--- START ---

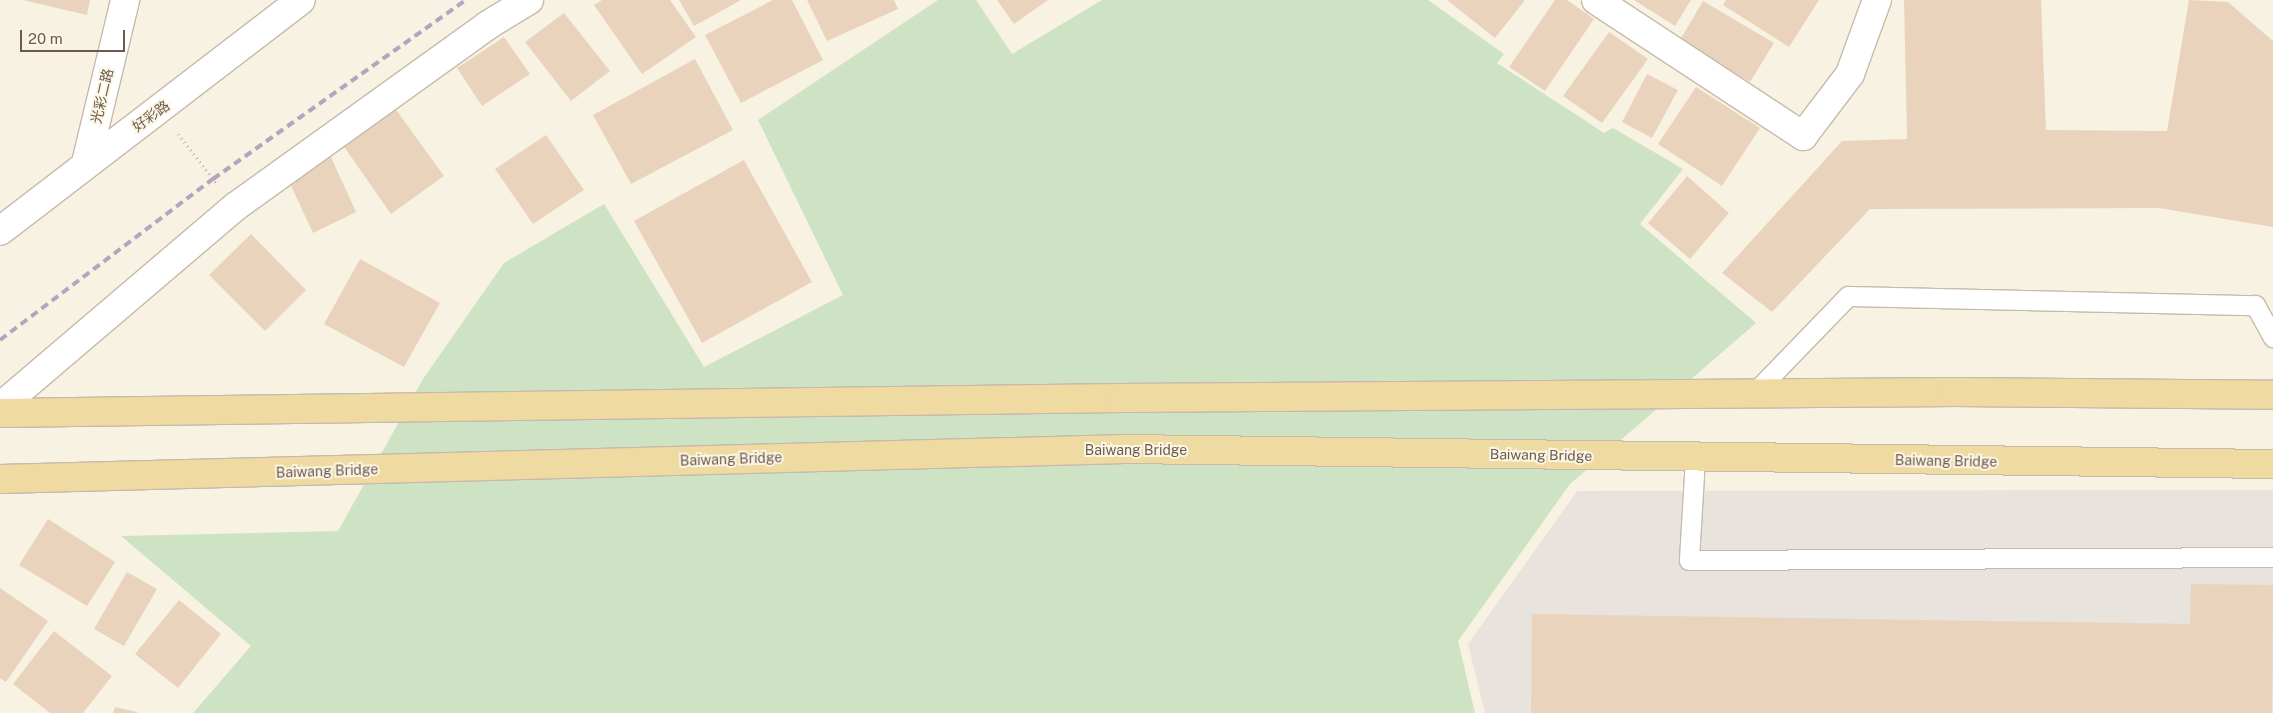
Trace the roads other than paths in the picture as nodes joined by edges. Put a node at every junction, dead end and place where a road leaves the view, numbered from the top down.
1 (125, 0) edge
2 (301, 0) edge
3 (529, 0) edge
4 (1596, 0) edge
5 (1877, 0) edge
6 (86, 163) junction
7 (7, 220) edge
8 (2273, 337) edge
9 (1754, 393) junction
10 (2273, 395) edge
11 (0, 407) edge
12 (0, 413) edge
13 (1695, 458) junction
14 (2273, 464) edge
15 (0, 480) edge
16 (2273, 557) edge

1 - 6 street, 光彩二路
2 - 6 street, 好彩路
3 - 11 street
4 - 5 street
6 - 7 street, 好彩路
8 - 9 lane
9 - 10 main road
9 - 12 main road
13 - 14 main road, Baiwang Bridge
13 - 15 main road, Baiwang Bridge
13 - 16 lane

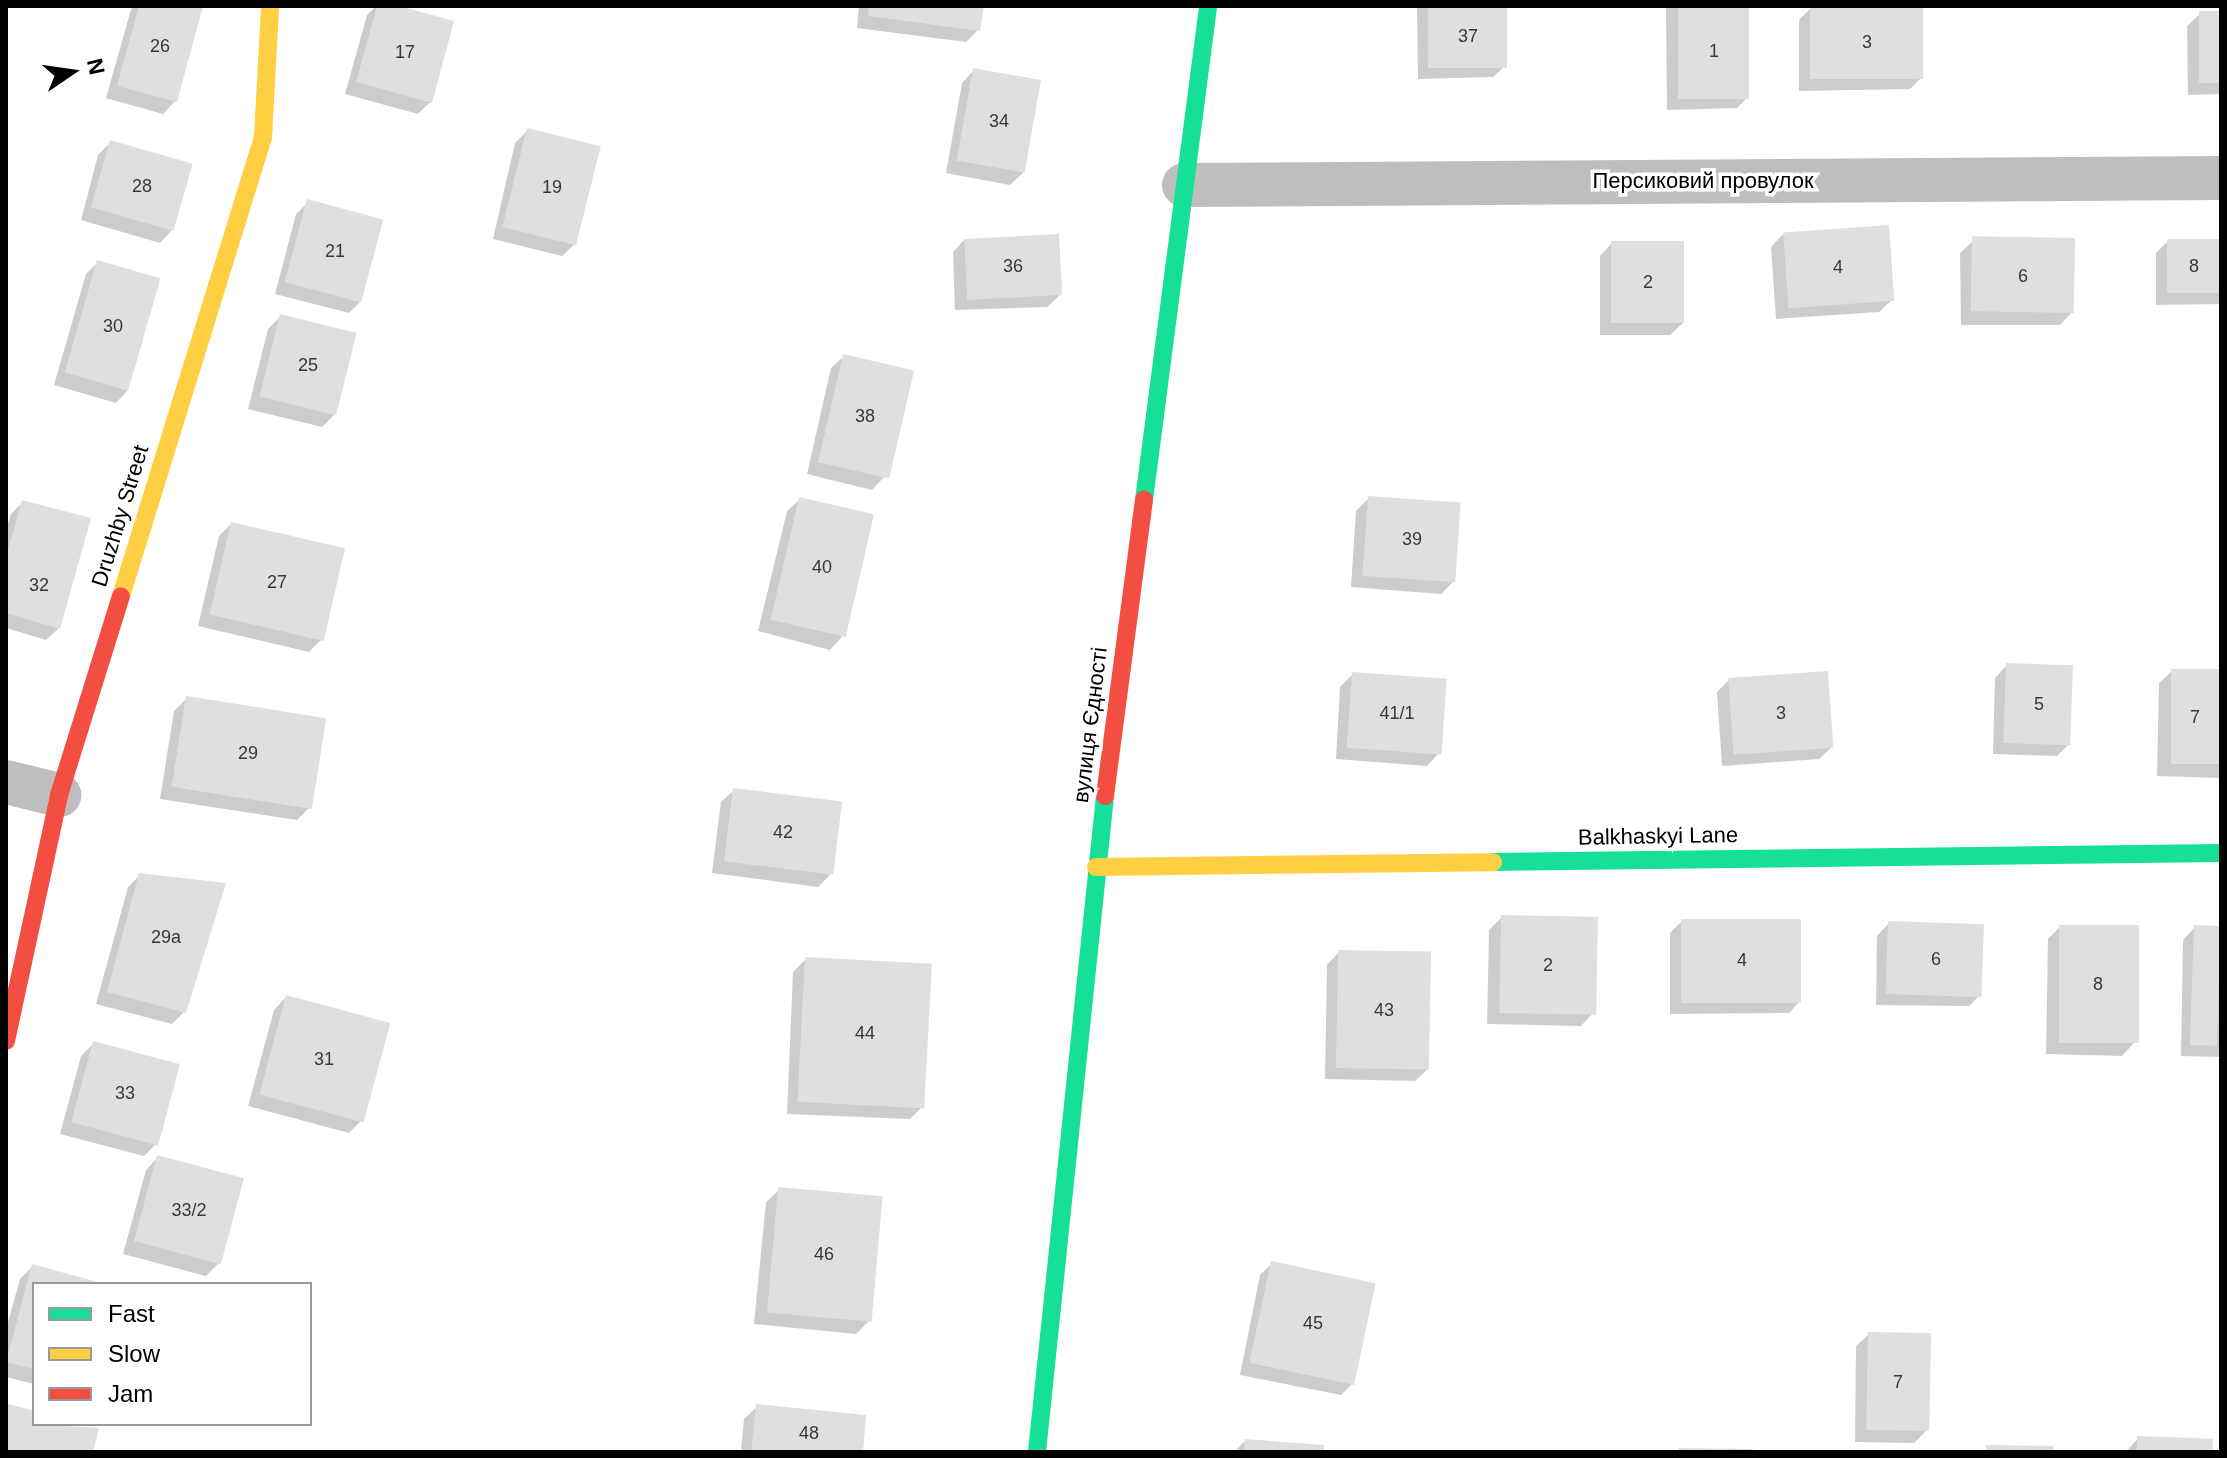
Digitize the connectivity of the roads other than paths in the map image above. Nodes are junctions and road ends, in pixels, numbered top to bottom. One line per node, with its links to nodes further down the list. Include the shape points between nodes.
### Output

--- END ---

» **EXERCISE**
Give the listing again word for word, but drop every picture.

» **FINISHED TASK**
Trace the roads other than paths in the picture as nodes joined by edges. Put a node at every junction, dead end and place where a road leaves the view, numbered from the top down.
1 (125, 0) edge
2 (301, 0) edge
3 (529, 0) edge
4 (1596, 0) edge
5 (1877, 0) edge
6 (86, 163) junction
7 (7, 220) edge
8 (2273, 337) edge
9 (1754, 393) junction
10 (2273, 395) edge
11 (0, 407) edge
12 (0, 413) edge
13 (1695, 458) junction
14 (2273, 464) edge
15 (0, 480) edge
16 (2273, 557) edge

1 - 6 street, 光彩二路
2 - 6 street, 好彩路
3 - 11 street
4 - 5 street
6 - 7 street, 好彩路
8 - 9 lane
9 - 10 main road
9 - 12 main road
13 - 14 main road, Baiwang Bridge
13 - 15 main road, Baiwang Bridge
13 - 16 lane

Digitize the connectivity of the roads other than paths in the map image above. Nodes are junctions and road ends, in pixels, numbered top to bottom. One line per node, with its links to nodes further down the list. Include the shape points between nodes.
### Output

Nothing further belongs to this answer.